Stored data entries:
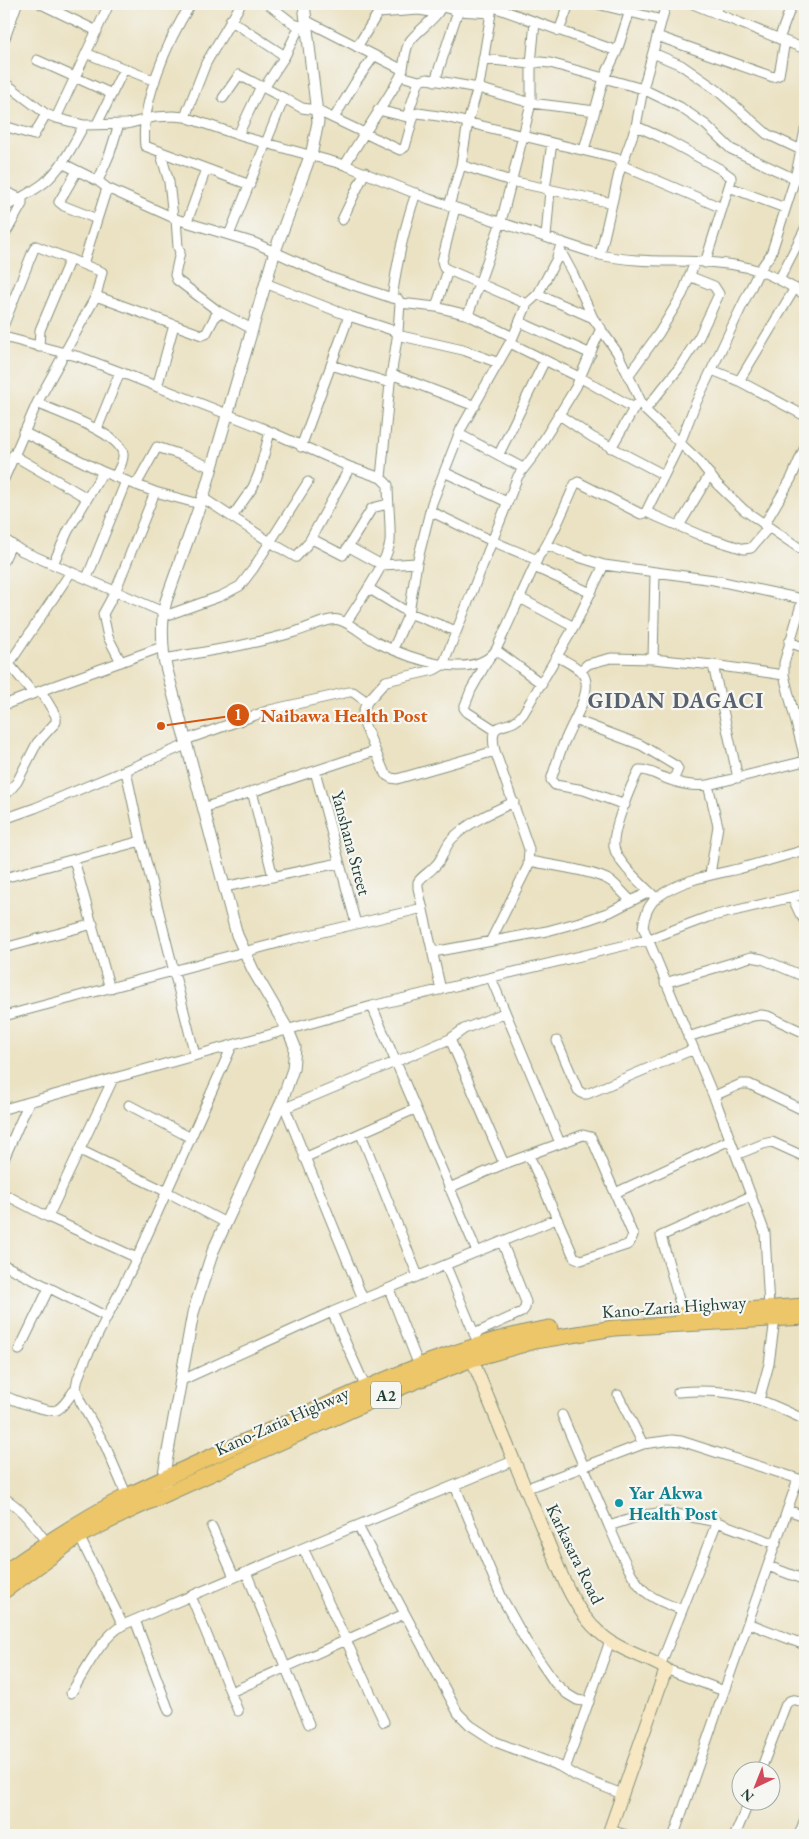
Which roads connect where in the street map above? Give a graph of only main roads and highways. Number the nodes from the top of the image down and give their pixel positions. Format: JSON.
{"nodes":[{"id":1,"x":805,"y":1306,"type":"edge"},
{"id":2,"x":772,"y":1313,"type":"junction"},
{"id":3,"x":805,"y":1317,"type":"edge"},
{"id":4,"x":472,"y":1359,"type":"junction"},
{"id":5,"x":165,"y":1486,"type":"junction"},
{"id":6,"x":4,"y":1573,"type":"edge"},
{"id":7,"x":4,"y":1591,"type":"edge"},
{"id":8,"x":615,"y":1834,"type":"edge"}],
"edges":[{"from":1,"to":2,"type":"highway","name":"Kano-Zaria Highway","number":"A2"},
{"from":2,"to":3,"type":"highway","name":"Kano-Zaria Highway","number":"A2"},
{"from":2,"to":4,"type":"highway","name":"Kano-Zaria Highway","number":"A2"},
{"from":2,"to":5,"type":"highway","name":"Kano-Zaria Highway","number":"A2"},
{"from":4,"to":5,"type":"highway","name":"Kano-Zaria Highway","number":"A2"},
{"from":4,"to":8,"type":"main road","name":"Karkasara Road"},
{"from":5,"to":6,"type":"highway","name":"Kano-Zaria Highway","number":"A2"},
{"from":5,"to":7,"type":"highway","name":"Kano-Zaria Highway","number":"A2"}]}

## What is being asked
Every line above must appear in the answer unchanged, and no picture may appear in it.

## Exercise answer
Which roads connect where in the street map above? Give a graph of only main roads and highways. Number the nodes from the top of the image down and give their pixel positions. Format: JSON.
{"nodes":[{"id":1,"x":805,"y":1306,"type":"edge"},
{"id":2,"x":772,"y":1313,"type":"junction"},
{"id":3,"x":805,"y":1317,"type":"edge"},
{"id":4,"x":472,"y":1359,"type":"junction"},
{"id":5,"x":165,"y":1486,"type":"junction"},
{"id":6,"x":4,"y":1573,"type":"edge"},
{"id":7,"x":4,"y":1591,"type":"edge"},
{"id":8,"x":615,"y":1834,"type":"edge"}],
"edges":[{"from":1,"to":2,"type":"highway","name":"Kano-Zaria Highway","number":"A2"},
{"from":2,"to":3,"type":"highway","name":"Kano-Zaria Highway","number":"A2"},
{"from":2,"to":4,"type":"highway","name":"Kano-Zaria Highway","number":"A2"},
{"from":2,"to":5,"type":"highway","name":"Kano-Zaria Highway","number":"A2"},
{"from":4,"to":5,"type":"highway","name":"Kano-Zaria Highway","number":"A2"},
{"from":4,"to":8,"type":"main road","name":"Karkasara Road"},
{"from":5,"to":6,"type":"highway","name":"Kano-Zaria Highway","number":"A2"},
{"from":5,"to":7,"type":"highway","name":"Kano-Zaria Highway","number":"A2"}]}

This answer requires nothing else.